You might recall last month we reported on a new study that claimed that kids were worse off with gay parents.
At the time, a number of us noted that the study didn’t appear to have anything to do with gay parenting at all – in fact, it’s not entirely clear if the study looked at more than two gay parents in toto.
Well, the scientifically journal that published the study launched an internal audit to review whether the study was approved in the appropriate manner. They found, in their own words, that the study itself is “bullsh-t.”
The peer-review process failed to identify significant, disqualifying problems with a controversial and widely publicized study that seemed to raise doubts about the parenting abilities of gay couples, according to an internal audit scheduled to appear in the November issue of the journal, Social Science Research, that published the study.

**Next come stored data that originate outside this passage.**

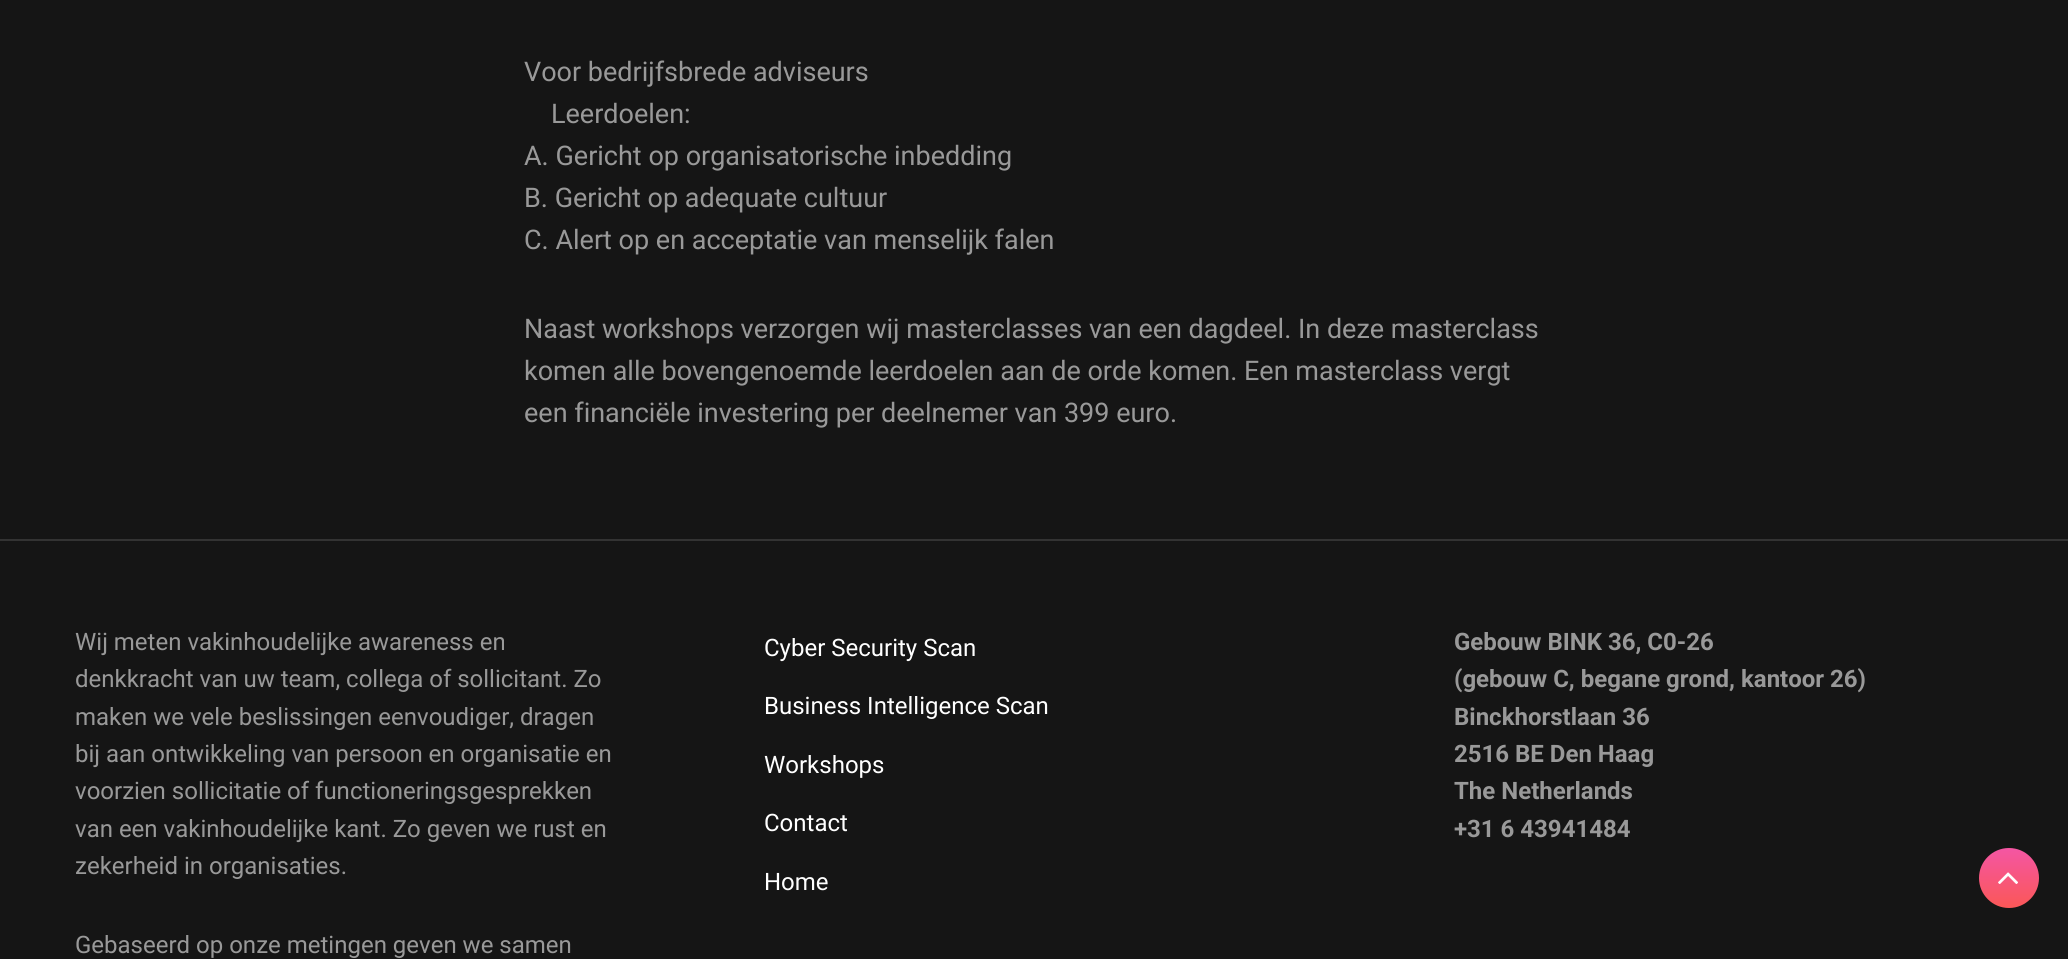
#include <cairo.h>
#include <math.h>
#include <stddef.h>


static void rgb(cairo_t *cr, int r, int g, int b)
{
	cairo_set_source_rgb(cr, r / 255.0, g / 255.0, b / 255.0);
}

static void face(cairo_t *cr, const char *family, double size, int italic, int bold)
{
	cairo_select_font_face(cr, family, italic ? CAIRO_FONT_SLANT_ITALIC : CAIRO_FONT_SLANT_NORMAL,
		bold ? CAIRO_FONT_WEIGHT_BOLD : CAIRO_FONT_WEIGHT_NORMAL);
	cairo_set_font_size(cr, size);
}

static void label(cairo_t *cr, double x, double y, const char *s)
{
	cairo_move_to(cr, x, y);
	cairo_show_text(cr, s);
}

static void rect(cairo_t *cr, double x, double y, double w, double h)
{
	cairo_rectangle(cr, x, y, w, h);
	cairo_fill(cr);
}

static void image(cairo_t *cr, const char *path, double x, double y, double w, double h)
{
	cairo_surface_t *image = cairo_image_surface_create_from_png(path);
	cairo_save(cr);
	cairo_set_source_surface(cr, image, x, y);
	cairo_rectangle(cr, x, y, w, h);
	cairo_fill(cr);
	cairo_restore(cr);
	cairo_surface_destroy(image);
}

static void draw(cairo_t *cr) {
	cairo_pattern_t *gradient;
	rgb(cr, 21, 21, 21);
	cairo_paint(cr);
	rgb(cr, 51, 51, 51);
	rect(cr, 0, 539, 2068, 2);
	face(cr, "Roboto", 27, 0, 0);
	rgb(cr, 153, 153, 153);
	label(cr, 524, 81, "Voor bedrijfsbrede adviseurs");
	label(cr, 551, 123, "Leerdoelen:");
	label(cr, 524, 165, "A. Gericht op organisatorische inbedding");
	label(cr, 524, 207, "B. Gericht op adequate cultuur");
	label(cr, 524, 249, "C. Alert op en acceptatie van menselijk falen");
	label(cr, 524, 338, "Naast workshops verzorgen wij masterclasses van een dagdeel. In deze masterclass");
	label(cr, 524, 380, "komen alle bovengenoemde leerdoelen aan de orde komen. Een masterclass vergt");
	label(cr, 524, 422, "een financiële investering per deelnemer van 399 euro.");
	face(cr, "Roboto", 24, 0, 0);
	label(cr, 75, 650, "Wij meten vakinhoudelijke awareness en");
	label(cr, 75, 687, "denkkracht van uw team, collega of sollicitant. Zo");
	label(cr, 75, 725, "maken we vele beslissingen eenvoudiger, dragen");
	label(cr, 75, 762, "bij aan ontwikkeling van persoon en organisatie en");
	label(cr, 75, 799, "voorzien sollicitatie of functioneringsgesprekken");
	label(cr, 75, 837, "van een vakinhoudelijke kant. Zo geven we rust en");
	label(cr, 75, 874, "zekerheid in organisaties.");
	label(cr, 75, 953, "Gebaseerd op onze metingen geven we samen");
	rgb(cr, 255, 255, 255);
	label(cr, 764, 656, "Cyber Security Scan");
	label(cr, 764, 714, "Business Intelligence Scan");
	label(cr, 764, 773, "Workshops");
	label(cr, 764, 831, "Contact");
	label(cr, 764, 890, "Home");
	face(cr, "Roboto", 24, 0, 1);
	rgb(cr, 153, 153, 153);
	label(cr, 1454, 650, "Gebouw BINK 36, C0-26");
	label(cr, 1454, 687, "(gebouw C, begane grond, kantoor 26)");
	label(cr, 1454, 725, "Binckhorstlaan 36");
	label(cr, 1454, 762, "2516 BE Den Haag");
	label(cr, 1454, 799, "The Netherlands");
	label(cr, 1454, 837, "+31 6 43941484");
	gradient = cairo_pattern_create_linear(2009, 848, 2009, 908);
	cairo_pattern_add_color_stop_rgba(gradient, 0, 0.957, 0.337, 0.643, 1);
	cairo_pattern_add_color_stop_rgba(gradient, 1, 0.984, 0.341, 0.341, 1);
	cairo_set_source(cr, gradient);
	cairo_pattern_destroy(gradient);
	cairo_new_path(cr);
	cairo_arc(cr, 2009, 878, 30, 0, 2 * M_PI);
	cairo_fill(cr);
	image(cr, "image0.png", 1998, 872, 20, 12);
}

int main(void) {
	cairo_surface_t *surface = cairo_image_surface_create(CAIRO_FORMAT_RGB24, 2068, 959);
	cairo_t *cr = cairo_create(surface);
	cairo_font_options_t *options = cairo_font_options_create();
	cairo_font_options_set_hint_metrics(options, CAIRO_HINT_METRICS_OFF);
	cairo_font_options_set_hint_style(options, CAIRO_HINT_STYLE_NONE);
	cairo_set_font_options(cr, options);
	cairo_set_miter_limit(cr, 4);
	draw(cr);
	cairo_surface_write_to_png(surface, "render.png");
	cairo_font_options_destroy(options);
	cairo_destroy(cr);
	cairo_surface_destroy(surface);
	return 0;
}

The highly critical audit, a draft of which was provided to The Chronicle by the journal’s editor, also cites conflicts of interest among the reviewers, and states that “scholars who should have known better failed to recuse themselves from the review process.”
Like Regnerus, the editor of Social Science Research, James D. Wright, has been at the receiving end of an outpouring of anger over the paper. At the suggestion of another scholar, Wright, a professor of sociology at the University of Central Florida, assigned a member of the journal’s editorial board—Darren E. Sherkat, a professor of sociology at Southern Illinois University at Carbondale—to examine how the paper was handled.
Sherkat was given access to all the reviews and correspondence connected with the paper, and was told the identities of the reviewers. According to Sherkat, Regnerus’s paper should never have been published. His assessment of it, in an interview, was concise: “It’s bullshit,” he said.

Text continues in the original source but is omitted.